Output only. The "pretty" name of the value of the permission. The following is a list of examples for each type of permission:

  • user - User's full name, as defined for their Google account, such as "Joe Smith."
  • group - Name of the Google Group, such as "The Company Administrators."
  • domain - String domain name, such as "thecompany.com."
  • anyone - No displayName is present.
type

string

The type of the grantee. Valid values are:

  • user
  • group
  • domain
  • anyone

When creating a permission, if type is user or group, you must provide an emailAddress for the user or group. When type is domain, you must provide a domain. There isn't extra information required for an anyone type.
kind

string

Output only. Identifies what kind of resource this is.
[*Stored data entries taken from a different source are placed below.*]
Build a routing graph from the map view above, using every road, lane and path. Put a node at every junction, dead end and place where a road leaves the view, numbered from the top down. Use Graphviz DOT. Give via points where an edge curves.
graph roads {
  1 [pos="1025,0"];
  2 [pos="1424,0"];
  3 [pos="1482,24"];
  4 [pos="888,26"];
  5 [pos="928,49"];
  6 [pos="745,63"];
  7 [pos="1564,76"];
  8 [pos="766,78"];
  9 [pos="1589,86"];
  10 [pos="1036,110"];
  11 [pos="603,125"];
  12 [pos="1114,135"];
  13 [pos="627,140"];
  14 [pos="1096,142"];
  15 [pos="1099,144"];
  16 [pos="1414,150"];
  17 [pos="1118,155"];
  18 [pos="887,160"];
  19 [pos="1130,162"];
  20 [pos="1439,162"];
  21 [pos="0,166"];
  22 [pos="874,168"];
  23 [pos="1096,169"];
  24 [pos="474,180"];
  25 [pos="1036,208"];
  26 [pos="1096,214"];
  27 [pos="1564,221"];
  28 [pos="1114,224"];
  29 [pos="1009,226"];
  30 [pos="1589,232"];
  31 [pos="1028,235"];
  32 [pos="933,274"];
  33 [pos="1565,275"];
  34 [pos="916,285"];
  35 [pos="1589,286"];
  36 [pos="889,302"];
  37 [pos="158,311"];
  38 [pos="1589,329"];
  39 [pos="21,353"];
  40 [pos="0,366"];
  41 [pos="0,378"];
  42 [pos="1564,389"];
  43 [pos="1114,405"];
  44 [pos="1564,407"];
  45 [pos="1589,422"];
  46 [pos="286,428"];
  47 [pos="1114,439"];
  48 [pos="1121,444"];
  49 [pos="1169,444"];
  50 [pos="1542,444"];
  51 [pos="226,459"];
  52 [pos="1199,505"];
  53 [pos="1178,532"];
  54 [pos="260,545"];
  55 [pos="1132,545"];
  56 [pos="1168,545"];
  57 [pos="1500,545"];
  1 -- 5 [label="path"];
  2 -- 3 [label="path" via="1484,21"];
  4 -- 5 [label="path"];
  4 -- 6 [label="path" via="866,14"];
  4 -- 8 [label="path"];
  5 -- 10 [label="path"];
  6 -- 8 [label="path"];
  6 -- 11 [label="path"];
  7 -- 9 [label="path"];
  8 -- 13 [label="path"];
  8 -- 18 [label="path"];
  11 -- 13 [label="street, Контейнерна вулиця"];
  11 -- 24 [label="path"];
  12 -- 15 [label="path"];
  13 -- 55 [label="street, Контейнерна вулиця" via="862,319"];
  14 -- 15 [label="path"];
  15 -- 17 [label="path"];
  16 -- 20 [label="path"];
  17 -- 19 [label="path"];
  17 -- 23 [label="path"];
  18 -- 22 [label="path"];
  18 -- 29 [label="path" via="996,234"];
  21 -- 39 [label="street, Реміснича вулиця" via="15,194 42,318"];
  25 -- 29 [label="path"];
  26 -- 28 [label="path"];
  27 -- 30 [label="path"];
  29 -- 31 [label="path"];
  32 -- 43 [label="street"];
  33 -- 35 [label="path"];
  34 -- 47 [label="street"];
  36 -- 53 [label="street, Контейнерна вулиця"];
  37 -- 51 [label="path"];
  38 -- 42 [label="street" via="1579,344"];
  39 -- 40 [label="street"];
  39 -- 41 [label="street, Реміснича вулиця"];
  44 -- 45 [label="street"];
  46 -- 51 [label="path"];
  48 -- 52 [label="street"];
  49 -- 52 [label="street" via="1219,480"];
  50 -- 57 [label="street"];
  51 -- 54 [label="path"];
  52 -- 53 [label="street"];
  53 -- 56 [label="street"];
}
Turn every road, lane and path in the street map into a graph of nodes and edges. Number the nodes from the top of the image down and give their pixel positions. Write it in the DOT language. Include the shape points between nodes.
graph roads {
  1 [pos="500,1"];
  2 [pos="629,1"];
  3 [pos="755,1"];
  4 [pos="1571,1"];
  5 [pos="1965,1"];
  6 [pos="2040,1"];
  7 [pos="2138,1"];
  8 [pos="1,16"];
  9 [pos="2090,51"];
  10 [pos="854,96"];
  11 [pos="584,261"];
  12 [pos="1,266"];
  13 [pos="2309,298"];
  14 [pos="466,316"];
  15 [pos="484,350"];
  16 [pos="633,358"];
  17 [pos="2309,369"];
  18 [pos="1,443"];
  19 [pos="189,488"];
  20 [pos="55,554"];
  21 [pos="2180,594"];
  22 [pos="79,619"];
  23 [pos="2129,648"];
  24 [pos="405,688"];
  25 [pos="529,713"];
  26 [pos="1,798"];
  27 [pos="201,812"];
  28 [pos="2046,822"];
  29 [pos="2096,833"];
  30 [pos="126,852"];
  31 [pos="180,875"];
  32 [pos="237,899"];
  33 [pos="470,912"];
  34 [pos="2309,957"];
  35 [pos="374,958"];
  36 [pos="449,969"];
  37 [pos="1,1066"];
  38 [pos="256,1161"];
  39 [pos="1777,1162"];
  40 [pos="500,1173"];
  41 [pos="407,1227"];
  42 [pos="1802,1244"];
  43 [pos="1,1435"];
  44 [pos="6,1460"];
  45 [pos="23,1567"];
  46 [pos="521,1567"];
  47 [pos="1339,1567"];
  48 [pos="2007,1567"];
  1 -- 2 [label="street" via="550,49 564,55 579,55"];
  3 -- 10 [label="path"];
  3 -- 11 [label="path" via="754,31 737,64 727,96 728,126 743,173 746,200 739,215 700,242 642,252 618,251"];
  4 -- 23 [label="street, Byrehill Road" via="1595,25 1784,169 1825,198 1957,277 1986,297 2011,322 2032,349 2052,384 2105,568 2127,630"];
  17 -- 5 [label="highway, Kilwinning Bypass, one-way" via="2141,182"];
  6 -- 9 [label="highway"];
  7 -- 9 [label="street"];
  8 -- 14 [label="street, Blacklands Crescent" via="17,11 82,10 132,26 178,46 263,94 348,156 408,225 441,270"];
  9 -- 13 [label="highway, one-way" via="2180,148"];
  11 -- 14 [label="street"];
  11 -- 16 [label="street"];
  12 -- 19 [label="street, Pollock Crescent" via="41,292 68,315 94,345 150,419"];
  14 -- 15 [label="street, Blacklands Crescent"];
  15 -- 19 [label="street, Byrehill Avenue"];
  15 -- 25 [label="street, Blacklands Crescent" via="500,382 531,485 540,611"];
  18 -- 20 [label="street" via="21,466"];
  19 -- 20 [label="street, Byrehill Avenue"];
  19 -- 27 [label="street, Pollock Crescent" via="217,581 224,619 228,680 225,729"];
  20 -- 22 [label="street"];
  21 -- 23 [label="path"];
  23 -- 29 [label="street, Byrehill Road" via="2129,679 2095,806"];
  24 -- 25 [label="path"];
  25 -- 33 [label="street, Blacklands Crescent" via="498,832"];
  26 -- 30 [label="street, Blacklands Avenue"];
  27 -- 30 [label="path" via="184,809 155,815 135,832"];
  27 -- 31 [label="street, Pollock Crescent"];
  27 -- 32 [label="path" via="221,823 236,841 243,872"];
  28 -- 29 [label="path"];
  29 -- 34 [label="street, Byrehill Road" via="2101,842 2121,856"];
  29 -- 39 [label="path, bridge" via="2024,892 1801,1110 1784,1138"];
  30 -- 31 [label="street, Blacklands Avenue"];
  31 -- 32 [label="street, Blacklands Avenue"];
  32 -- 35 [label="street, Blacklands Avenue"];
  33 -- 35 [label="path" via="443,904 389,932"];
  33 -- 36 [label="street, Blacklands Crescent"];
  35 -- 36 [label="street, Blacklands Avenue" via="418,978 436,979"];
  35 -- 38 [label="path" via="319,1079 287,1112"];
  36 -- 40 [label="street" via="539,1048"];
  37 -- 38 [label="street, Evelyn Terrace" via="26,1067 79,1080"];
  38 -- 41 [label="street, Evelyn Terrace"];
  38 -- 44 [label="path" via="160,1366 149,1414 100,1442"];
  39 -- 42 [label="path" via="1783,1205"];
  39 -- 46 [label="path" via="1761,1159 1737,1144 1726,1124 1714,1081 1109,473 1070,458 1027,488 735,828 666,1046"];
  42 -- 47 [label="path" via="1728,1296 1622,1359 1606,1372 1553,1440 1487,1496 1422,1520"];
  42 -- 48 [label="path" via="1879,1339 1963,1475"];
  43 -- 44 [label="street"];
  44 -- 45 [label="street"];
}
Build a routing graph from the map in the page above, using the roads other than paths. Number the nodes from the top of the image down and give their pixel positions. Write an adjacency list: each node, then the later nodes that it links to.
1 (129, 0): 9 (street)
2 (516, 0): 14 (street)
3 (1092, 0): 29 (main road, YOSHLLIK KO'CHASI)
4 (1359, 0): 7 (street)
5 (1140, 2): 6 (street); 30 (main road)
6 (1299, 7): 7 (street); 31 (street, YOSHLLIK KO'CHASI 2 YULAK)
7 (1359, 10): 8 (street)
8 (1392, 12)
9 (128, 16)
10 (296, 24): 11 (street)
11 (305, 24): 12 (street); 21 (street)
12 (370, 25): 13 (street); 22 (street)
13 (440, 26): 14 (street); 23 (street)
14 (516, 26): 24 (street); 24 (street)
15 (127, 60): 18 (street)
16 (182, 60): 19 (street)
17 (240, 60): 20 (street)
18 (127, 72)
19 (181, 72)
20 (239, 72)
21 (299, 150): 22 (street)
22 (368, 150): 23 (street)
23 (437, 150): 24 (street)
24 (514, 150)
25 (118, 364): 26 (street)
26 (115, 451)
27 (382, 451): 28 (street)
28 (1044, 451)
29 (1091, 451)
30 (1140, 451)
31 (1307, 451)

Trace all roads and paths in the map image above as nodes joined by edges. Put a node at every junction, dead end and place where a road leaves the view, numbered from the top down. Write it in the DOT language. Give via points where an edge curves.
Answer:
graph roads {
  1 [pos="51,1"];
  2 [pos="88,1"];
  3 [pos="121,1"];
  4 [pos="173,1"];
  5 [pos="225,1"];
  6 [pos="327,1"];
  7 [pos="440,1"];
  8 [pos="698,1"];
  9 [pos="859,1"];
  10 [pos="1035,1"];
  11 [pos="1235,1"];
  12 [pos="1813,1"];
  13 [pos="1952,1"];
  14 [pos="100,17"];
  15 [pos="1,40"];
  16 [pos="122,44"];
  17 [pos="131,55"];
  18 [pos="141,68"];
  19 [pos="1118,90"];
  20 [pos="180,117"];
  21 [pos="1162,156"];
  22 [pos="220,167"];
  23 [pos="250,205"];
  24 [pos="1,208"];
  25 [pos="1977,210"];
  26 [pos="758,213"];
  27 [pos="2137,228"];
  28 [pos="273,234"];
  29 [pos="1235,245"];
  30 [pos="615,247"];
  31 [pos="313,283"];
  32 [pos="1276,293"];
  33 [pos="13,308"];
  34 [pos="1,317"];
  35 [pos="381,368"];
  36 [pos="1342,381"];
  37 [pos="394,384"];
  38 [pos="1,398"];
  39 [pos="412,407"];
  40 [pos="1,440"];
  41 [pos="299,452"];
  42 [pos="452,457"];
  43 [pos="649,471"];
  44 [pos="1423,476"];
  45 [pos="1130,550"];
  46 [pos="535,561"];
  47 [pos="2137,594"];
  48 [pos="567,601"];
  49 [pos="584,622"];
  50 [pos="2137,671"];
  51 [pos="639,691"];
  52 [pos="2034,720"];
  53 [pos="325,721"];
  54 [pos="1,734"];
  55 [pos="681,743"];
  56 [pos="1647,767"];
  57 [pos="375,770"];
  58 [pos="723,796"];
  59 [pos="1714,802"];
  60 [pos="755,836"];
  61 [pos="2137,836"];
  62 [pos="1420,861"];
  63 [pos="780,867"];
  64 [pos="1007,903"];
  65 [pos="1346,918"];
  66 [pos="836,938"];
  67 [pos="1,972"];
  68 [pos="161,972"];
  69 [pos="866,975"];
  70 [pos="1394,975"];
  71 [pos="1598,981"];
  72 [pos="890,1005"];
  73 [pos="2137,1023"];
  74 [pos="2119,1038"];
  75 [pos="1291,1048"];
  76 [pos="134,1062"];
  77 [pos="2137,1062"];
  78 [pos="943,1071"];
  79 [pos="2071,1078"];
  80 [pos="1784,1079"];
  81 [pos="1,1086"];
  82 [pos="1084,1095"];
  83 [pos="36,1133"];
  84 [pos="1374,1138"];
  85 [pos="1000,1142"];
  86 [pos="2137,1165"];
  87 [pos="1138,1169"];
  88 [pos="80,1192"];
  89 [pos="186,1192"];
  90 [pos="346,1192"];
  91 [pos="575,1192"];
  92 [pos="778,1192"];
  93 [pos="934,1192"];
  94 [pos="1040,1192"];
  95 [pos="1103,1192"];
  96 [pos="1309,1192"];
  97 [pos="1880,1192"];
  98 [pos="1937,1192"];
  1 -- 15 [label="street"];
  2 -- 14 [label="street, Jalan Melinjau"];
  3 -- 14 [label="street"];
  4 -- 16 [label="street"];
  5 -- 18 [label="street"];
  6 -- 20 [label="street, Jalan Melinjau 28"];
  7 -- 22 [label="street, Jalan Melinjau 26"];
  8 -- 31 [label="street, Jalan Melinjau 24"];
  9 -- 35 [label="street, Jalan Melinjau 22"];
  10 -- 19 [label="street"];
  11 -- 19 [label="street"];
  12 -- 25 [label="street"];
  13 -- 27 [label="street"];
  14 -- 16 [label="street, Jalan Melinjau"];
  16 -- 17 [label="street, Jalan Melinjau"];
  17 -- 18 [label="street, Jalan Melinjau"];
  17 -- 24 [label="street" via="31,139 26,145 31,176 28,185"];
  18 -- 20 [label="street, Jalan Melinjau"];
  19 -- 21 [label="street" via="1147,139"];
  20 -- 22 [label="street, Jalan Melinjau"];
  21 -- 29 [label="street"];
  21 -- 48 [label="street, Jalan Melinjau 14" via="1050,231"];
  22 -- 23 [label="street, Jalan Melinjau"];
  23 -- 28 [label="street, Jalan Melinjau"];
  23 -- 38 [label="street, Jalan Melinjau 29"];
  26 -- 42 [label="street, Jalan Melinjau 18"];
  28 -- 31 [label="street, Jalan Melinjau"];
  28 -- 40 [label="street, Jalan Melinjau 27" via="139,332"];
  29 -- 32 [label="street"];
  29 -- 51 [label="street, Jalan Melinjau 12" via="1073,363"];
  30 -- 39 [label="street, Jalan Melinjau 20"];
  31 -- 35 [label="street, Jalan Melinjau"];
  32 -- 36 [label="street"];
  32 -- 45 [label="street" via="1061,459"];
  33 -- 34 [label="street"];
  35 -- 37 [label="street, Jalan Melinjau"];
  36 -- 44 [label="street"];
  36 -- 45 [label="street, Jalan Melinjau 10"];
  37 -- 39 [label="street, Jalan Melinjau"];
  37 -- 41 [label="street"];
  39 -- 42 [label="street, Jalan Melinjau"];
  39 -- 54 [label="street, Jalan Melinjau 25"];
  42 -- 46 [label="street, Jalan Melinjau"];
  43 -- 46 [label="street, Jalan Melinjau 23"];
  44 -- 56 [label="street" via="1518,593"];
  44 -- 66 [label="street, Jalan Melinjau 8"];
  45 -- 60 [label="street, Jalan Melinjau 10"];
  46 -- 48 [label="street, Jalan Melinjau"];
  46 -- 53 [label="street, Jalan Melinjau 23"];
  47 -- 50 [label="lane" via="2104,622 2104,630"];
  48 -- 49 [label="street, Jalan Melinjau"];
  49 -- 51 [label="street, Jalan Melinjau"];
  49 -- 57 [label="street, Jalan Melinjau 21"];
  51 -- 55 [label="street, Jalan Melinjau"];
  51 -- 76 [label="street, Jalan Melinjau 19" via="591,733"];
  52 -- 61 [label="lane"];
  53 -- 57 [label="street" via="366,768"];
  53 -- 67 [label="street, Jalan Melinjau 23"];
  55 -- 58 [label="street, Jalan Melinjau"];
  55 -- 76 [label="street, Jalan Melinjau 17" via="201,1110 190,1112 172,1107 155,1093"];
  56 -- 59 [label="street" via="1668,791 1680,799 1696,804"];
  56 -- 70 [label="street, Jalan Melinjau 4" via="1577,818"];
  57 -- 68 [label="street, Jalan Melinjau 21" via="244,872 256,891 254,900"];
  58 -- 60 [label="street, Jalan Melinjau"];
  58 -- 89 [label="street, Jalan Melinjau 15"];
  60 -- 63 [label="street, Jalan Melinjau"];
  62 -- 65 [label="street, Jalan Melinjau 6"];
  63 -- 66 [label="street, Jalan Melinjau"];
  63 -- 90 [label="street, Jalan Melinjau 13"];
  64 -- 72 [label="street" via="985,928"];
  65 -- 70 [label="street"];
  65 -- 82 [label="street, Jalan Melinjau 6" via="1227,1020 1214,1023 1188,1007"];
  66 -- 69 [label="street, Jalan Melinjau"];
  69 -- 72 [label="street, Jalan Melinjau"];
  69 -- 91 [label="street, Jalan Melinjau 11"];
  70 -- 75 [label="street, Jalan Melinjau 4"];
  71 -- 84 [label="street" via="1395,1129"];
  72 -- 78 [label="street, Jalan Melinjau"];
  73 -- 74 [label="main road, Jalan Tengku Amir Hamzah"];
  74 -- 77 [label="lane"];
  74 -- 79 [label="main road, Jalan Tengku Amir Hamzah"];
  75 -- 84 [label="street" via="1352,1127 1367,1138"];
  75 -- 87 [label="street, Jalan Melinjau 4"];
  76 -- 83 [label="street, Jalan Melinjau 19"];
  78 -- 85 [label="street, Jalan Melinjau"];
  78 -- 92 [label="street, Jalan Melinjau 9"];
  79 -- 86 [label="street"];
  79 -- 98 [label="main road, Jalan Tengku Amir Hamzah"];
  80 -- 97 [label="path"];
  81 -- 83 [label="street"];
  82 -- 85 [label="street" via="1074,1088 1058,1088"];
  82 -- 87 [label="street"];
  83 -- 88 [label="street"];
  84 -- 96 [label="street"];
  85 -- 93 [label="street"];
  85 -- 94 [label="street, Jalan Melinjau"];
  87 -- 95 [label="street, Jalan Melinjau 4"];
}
Value: the fixed string "drive#permission".
permissionDetails[]

object

Output only. Details of whether the permissions on this item are inherited or directly on this item.
permissionDetails[].permissionType

string

Output only. The permission type for this user. While new values may be added in future, the following are currently possible:

  • file
  • member
permissionDetails[].inheritedFrom

string

Output only. The ID of the item from which this permission is inherited. This is only populated for items in shared drives.
permissionDetails[].role

string

Output only. The primary role for this user. While new values may be added in the future, the following are currently possible:

  • organizer
  • fileOrganizer
  • writer
  • commenter
  • reader
permissionDetails[].inherited

boolean

Output only. Whether this permission is inherited. This field is always populated. This is an output-only field.
emailAddress

string

The email address of the user or group to which this permission refers.
role

string

The role granted by this permission. While new values may be supported in the future, the following are currently allowed:

  • owner
  • organizer
  • fileOrganizer
  • writer
  • commenter
  • reader
allowFileDiscovery

boolean

Whether the permission allows the file to be discovered through search. This is only applicable for permissions of type domain or anyone.
domain

string

The domain to which this permission refers.
expirationTime

string

The time at which this permission will expire (RFC 3339 date-time). Expiration times have the following restrictions:

  • They can only be set on user and group permissions.
  • The time must be in the future.
  • The time cannot be more than a year in the future.
teamDrivePermissionDetails[]
(deprecated)

object

Output only. Deprecated: Output only. Use permissionDetails instead.
teamDrivePermissionDetails[]
(deprecated).teamDrivePermissionType
(deprecated)

string

Deprecated: Output only. Use permissionDetails/permissionType instead.
teamDrivePermissionDetails[]
(deprecated).inheritedFrom
(deprecated)

string

Deprecated: Output only. Use permissionDetails/inheritedFrom instead.
teamDrivePermissionDetails[]
(deprecated).role
(deprecated)

string

Deprecated: Output only. Use permissionDetails/role instead.
teamDrivePermissionDetails[]
(deprecated).inherited
(deprecated)

boolean

Deprecated: Output only. Use permissionDetails/inherited instead.
deleted

boolean

Output only. Whether the account associated with this permission has been deleted. This field only pertains to user and group permissions.
view

string

Indicates the view for this permission. Only populated for permissions that belong to a view.

published

and

metadata

are the only supported values.

  • published

    : The permission's role is published_reader.

  • metadata

    : The item is only visible to the metadata view because the item has limited access and the scope has at least read access to the parent. Note: The

    metadata

    view is currently only supported on folders.

pendingOwner

boolean

Whether the account associated with this permission is a pending owner. Only populated for user type permissions for files that are not in a shared drive.
inheritedPermissionsDisabled

boolean

When true, only organizers, owners, and users with permissions added directly on the item can access it.

Methods

create

 Creates a permission for a file or shared drive.

delete

 Deletes a permission.

get

 Gets a permission by ID.

list

 Lists a file's or shared drive's permissions.

update

 Updates a permission with patch semantics.